News & Politics

Fired NYC Watchdog Slams de Blasio in 10-Page Letter, Claims He Tried to Quash Probes

(Photo by Albin Lohr-Jones/Sipa USA)(Sipa via AP Images)

New York City’s Marxist Mayor is being accused of doing what the organized left has been accusing President Donald Trump of wanting to do for two years: Firing a watchdog and trying to block critical reports about his administration.

Mayor de Blasio on Friday announced that he was firing Department of Investigations (DOI) Commissioner Mark Peters, claiming he had abused the powers of his office. Peters, who is still on the job until Wednesday, says he was fired under false pretenses.

The watchdog sent a ten-page letter to City Council Speaker Corey Johnson on Monday, detailing arguments his office had had with de Blasio’s administration.

Peters blasted de Blasio and his staff, saying they “took actions to demonstrate their anger in ways that were clearly designed to be intimidating” whenever he declined to delay or quash reports on his team’s investigations.

In one such case, Peters claimed that de Blasio phoned him personally in early 2017 to beg him not to release a report criticizing the Administration for Children’s Services following the death of a child under agency supervision.

“When I informed the mayor that DOI was obligated to make its findings public, he yelled at me, accused me of trying to bring his administration ‘down’ and then informed me he was ‘going to hang up now before I say something I shouldn’t,'” Peters said.

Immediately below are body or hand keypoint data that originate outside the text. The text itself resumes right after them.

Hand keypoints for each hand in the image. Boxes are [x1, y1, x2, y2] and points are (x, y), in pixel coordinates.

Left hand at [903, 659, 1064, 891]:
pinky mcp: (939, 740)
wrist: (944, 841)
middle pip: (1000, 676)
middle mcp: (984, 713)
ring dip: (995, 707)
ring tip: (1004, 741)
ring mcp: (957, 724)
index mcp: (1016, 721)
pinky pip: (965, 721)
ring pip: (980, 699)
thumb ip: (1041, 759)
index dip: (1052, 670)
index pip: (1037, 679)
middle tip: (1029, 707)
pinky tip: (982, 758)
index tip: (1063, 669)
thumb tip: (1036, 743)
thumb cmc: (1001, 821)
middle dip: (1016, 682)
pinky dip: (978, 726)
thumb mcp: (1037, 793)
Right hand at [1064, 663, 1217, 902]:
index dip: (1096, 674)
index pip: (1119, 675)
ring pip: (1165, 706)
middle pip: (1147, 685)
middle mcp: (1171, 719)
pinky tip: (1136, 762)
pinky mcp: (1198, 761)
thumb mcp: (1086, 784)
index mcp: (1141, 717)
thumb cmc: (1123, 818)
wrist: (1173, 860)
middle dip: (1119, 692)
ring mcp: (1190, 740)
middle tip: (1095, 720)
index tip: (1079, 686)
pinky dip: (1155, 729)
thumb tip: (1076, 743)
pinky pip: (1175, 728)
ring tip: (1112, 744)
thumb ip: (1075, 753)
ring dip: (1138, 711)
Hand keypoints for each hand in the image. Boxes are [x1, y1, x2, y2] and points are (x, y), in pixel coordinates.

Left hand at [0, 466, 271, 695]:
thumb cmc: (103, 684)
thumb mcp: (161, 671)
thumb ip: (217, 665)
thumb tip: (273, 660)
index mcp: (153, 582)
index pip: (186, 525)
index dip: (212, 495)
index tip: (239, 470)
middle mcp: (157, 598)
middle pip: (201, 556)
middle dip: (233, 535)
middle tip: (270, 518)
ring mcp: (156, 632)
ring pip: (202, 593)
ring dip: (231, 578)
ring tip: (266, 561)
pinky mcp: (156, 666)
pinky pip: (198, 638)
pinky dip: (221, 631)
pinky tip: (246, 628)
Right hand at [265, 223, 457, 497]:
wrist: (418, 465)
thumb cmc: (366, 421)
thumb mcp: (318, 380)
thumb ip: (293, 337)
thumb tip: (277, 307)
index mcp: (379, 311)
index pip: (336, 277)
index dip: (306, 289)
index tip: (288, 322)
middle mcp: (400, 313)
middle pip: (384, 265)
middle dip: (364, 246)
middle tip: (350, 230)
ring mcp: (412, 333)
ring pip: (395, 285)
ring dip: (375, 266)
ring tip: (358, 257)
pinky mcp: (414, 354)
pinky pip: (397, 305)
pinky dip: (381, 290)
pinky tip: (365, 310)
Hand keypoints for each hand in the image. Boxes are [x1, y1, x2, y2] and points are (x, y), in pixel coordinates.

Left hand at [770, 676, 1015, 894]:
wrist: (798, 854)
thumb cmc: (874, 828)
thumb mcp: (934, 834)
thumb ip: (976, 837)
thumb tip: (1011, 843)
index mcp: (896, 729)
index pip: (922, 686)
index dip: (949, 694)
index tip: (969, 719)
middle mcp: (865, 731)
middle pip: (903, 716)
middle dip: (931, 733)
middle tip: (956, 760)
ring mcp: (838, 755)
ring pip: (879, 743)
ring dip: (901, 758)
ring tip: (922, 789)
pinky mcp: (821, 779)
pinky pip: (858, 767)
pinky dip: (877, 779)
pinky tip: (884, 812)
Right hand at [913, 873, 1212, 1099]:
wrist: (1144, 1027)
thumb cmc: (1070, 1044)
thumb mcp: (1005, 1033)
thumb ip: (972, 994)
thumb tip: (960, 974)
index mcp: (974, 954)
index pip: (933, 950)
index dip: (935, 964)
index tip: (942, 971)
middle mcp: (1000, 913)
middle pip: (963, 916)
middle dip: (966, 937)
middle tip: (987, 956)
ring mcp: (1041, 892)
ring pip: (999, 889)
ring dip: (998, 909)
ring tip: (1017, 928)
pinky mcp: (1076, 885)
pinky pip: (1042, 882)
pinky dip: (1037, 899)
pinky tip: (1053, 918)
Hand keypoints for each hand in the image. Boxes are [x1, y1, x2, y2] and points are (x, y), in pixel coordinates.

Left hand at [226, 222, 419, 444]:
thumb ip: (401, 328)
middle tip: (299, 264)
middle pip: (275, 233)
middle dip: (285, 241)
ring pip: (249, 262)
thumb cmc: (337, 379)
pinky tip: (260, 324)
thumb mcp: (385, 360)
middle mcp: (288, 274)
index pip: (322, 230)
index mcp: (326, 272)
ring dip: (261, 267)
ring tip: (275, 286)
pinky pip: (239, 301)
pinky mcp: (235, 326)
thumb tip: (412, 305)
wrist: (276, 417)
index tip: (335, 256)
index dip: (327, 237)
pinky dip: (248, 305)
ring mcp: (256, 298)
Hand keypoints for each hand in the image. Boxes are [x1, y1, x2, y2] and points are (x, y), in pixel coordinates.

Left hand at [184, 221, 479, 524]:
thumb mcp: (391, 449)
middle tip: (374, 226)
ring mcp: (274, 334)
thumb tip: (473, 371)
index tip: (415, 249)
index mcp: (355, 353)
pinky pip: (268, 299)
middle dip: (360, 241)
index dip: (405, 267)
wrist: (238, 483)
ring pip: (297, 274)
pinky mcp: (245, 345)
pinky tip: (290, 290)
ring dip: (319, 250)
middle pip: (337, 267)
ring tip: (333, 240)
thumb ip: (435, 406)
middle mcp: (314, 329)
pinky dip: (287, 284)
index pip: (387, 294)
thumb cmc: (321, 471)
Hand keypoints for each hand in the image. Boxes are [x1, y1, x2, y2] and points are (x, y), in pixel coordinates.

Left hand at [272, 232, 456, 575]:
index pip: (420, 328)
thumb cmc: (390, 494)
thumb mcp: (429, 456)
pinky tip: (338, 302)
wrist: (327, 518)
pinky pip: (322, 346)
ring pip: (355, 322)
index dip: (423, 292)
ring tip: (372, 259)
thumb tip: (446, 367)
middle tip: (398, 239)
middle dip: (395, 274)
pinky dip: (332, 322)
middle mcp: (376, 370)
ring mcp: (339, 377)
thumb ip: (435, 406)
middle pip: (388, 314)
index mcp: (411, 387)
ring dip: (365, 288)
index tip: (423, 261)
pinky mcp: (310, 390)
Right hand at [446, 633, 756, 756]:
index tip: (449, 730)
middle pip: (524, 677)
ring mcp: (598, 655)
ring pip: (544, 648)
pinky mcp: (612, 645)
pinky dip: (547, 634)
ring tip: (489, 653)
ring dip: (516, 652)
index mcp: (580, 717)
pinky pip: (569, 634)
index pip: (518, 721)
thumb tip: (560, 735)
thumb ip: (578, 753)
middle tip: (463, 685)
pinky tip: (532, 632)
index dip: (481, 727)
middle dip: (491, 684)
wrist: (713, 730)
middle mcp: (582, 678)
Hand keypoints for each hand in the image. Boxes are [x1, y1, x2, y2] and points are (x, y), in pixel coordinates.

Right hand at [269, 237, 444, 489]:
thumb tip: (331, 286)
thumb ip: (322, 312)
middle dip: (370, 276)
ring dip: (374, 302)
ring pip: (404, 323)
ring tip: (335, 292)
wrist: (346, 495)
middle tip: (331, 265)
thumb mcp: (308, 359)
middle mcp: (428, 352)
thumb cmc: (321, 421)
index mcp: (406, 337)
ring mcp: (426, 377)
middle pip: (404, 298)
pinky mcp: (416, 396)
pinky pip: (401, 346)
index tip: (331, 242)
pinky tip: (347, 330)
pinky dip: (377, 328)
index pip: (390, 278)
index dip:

He accused the de Blasio administration of also trying to quash a report in November 2017 criticizing the New York City Housing Authority for failing to conduct proper lead inspections and trying to conceal it.

Peters’s letter came out as de Blasio faced yet more questions over how the city has dealt with lead paint concerns following a report from The New York Times saying that for at least 20 years, NYCHA challenged almost all findings of lead paint in its apartments and orders from the city’s Health Department to remediate them, and often were able to get that department to back down.

That followed other media reports, like one saying more than 800 children in public housing had been found with elevated lead levels in their bloodstream between 2012 and 2016.

At an event Monday to announce improvements to NYCHA housing through an unrelated program, de Blasio insisted that his administration came in not knowing the scope of the problem and had taken steps to deal with problems around lead paint as officials became aware of them, and that the city no longer challenged remediation orders from the Health Department.

“Once it started to be clear that there was something fundamentally wrong, piece by piece we have tried to address the lead issue,” de Blasio said.

But the lead issue is only the tip of the iceberg when it comes to the city’s decrepit public housing system.

Last week, a judge rejected a $2 billion deal aimed at settling lawsuits over unhealthy conditions for its residents, saying more can be done in buildings that are “literally falling apart.”

A public hearing in September attracted dozens of residents to complain about rats, roaches, and mold in buildings run by the agency.

The judge said authorities may have to consider public-private housing partnerships or replacing management of NYCHA.

De Blasio pushed back against that idea Monday, saying he thought the structure in place now was the best way to move forward, and that the city would be working with federal officials to try to find a way forward.

De Blasio denied doing anything improper in regard to DOI investigations during the press conference Monday.

“In every instance with the DOI, we respected that the DOI had a job to do,” he said.

When asked whether it was ever appropriate for his office to request that the DOI not release a report, de Blasio insisted that he did nothing wrong.

“To debate what to do about findings is 100 percent appropriate,” the mayor argued, in order “to understand if the findings are accurate, to ask tough questions, to understand what the recommendations are …”

He added that some recommendations are accepted instantly while others are debated. “That’s normal,” he said.

When asked if he denied ever calling Peters to pressure him to refrain from releasing the ACS report, de Blasio denied the allegation.

“That’s just false,” he said. “I’m sure I had conversations with Mr. Peters and I’m sure I had disagreements but that characterization is false.

When asked if he had tried to “deep six” another investigation, de Blasio exclaimed, “False! false!” and attacked the whistleblower.

“Look — unfortunately, this is an individual who did some very inappropriate things,” he said, claiming that there had been an independent investigation which found that he had done inappropriate things.

“Those characterizations are not fair and are not accurate,” he insisted.